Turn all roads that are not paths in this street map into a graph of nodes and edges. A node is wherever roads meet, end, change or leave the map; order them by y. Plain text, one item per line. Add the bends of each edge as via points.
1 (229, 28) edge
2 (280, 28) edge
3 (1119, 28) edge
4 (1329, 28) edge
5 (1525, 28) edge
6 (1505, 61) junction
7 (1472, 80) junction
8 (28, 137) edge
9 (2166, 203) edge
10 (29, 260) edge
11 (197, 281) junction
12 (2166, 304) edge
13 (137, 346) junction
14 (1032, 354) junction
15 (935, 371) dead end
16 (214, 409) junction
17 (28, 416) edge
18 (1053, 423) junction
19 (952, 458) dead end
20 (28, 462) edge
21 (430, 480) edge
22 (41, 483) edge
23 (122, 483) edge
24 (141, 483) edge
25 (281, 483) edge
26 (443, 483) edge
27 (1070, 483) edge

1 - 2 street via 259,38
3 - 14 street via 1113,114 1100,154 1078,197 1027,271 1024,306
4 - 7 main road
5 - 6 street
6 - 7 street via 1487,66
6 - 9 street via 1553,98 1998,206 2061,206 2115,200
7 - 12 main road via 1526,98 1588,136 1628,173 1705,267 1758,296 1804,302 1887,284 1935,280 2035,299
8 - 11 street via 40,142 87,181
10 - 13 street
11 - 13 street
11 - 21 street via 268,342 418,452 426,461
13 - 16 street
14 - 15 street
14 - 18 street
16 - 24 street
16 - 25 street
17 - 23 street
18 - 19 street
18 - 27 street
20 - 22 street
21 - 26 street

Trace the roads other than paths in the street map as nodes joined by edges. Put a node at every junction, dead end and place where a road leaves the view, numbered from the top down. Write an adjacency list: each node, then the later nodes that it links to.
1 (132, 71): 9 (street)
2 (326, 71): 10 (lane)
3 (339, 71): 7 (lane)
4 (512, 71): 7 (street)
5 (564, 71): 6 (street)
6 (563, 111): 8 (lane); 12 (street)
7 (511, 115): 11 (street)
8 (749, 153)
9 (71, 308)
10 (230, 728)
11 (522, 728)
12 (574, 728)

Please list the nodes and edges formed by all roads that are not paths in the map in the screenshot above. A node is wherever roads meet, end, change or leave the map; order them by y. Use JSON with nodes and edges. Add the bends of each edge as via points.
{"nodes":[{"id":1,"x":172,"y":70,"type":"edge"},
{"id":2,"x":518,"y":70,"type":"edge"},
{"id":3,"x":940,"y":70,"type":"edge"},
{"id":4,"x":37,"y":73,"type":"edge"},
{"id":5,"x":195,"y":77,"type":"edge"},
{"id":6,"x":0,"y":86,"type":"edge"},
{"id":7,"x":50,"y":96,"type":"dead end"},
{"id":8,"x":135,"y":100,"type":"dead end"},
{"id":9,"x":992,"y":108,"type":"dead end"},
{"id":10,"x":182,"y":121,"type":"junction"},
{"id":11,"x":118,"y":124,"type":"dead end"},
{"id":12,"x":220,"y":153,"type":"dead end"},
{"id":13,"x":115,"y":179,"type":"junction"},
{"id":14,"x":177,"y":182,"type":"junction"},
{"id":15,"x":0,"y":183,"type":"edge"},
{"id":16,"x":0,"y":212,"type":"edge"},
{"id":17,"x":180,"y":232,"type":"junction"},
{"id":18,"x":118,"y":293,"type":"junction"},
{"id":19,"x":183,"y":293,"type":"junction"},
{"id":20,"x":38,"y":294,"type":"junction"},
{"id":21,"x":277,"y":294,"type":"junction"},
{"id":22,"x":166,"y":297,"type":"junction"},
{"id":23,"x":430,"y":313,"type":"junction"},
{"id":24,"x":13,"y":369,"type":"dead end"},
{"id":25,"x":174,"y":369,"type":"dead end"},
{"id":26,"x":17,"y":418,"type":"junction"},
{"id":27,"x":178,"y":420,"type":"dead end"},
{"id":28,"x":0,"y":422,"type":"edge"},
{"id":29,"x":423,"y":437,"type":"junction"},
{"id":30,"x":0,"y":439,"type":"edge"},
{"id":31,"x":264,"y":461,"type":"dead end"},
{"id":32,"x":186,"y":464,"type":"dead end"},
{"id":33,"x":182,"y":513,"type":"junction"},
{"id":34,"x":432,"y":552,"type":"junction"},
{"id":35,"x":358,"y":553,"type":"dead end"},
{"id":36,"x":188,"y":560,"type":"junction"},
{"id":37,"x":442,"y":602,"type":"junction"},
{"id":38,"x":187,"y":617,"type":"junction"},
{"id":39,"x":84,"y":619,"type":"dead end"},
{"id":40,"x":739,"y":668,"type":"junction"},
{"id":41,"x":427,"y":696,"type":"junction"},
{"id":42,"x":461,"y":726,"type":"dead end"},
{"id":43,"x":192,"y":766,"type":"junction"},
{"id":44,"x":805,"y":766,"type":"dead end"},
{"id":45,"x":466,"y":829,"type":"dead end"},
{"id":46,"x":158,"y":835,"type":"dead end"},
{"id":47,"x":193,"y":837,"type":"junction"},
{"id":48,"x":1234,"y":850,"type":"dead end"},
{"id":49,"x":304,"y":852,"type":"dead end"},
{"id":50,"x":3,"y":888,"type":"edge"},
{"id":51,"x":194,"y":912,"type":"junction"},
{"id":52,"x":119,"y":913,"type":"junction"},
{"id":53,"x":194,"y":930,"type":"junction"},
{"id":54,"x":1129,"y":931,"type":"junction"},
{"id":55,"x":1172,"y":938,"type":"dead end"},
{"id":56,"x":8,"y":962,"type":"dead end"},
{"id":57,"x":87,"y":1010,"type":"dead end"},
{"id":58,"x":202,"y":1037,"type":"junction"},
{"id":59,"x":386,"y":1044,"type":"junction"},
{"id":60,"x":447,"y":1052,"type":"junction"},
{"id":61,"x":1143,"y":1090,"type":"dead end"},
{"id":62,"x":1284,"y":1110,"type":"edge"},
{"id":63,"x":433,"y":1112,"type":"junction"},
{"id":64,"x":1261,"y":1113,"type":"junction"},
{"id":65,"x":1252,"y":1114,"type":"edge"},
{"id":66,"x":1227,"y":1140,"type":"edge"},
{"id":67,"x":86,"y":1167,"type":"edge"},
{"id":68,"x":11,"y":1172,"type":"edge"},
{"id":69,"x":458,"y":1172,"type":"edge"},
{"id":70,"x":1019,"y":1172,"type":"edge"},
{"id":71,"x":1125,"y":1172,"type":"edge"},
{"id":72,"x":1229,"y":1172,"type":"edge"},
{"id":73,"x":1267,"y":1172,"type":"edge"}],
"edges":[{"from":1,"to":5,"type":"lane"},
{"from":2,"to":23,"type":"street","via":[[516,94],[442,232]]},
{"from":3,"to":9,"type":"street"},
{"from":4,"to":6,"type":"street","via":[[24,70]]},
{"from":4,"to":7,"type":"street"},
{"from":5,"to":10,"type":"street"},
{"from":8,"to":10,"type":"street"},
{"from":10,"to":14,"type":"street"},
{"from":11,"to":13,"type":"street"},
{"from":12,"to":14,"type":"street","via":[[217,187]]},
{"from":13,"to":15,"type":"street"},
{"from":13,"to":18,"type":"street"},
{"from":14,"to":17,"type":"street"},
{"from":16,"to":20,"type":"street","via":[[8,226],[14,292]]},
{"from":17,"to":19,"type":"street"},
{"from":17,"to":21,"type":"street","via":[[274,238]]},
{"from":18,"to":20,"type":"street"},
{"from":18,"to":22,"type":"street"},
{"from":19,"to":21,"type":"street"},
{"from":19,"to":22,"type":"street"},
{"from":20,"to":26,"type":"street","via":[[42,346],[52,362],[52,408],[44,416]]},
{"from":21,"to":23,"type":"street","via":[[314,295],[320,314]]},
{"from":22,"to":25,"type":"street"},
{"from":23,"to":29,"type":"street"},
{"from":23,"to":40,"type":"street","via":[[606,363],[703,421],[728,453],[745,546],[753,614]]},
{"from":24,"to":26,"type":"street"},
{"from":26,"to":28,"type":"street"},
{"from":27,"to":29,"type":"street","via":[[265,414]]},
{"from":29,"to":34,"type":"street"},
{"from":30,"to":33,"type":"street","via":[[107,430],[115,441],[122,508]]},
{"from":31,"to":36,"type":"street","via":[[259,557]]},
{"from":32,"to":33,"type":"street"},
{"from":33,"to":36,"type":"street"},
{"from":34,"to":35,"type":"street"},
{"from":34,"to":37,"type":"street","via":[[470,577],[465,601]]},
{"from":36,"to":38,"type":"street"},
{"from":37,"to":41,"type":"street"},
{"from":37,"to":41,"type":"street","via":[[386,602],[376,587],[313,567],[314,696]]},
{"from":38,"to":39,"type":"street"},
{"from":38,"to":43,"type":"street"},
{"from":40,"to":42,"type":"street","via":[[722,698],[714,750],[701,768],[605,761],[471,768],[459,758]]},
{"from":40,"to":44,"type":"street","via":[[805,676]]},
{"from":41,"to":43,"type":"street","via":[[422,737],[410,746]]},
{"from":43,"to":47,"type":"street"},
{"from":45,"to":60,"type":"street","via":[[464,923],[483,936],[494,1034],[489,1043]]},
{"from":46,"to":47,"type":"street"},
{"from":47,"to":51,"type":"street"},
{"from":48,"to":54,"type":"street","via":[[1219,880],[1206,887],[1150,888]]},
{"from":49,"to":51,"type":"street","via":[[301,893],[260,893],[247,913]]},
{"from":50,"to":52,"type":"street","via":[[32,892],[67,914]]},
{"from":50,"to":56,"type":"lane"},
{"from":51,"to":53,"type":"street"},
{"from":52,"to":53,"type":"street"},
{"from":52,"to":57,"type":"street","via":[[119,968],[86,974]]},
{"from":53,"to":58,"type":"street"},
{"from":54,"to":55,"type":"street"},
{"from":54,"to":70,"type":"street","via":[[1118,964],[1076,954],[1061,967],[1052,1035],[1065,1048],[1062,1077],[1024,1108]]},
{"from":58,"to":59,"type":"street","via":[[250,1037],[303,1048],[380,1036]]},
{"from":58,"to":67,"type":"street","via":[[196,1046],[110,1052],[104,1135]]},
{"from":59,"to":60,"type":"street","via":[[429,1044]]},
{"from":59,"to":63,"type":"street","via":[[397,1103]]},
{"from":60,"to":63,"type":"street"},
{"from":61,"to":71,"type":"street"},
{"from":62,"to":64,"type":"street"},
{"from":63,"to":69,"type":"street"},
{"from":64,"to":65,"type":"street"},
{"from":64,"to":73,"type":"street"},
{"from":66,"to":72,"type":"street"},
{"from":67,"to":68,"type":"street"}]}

_ _ _ _ _ _ _

● Exercise description
Every line above with the string "that" in it needs to be copied.

● Response
Turn all roads that are not paths in this street map into a graph of nodes and edges. A node is wherever roads meet, end, change or leave the map; order them by y. Plain text, one item per line. Add the bends of each edge as via points.
Trace the roads other than paths in the street map as nodes joined by edges. Put a node at every junction, dead end and place where a road leaves the view, numbered from the top down. Write an adjacency list: each node, then the later nodes that it links to.
Please list the nodes and edges formed by all roads that are not paths in the map in the screenshot above. A node is wherever roads meet, end, change or leave the map; order them by y. Use JSON with nodes and edges. Add the bends of each edge as via points.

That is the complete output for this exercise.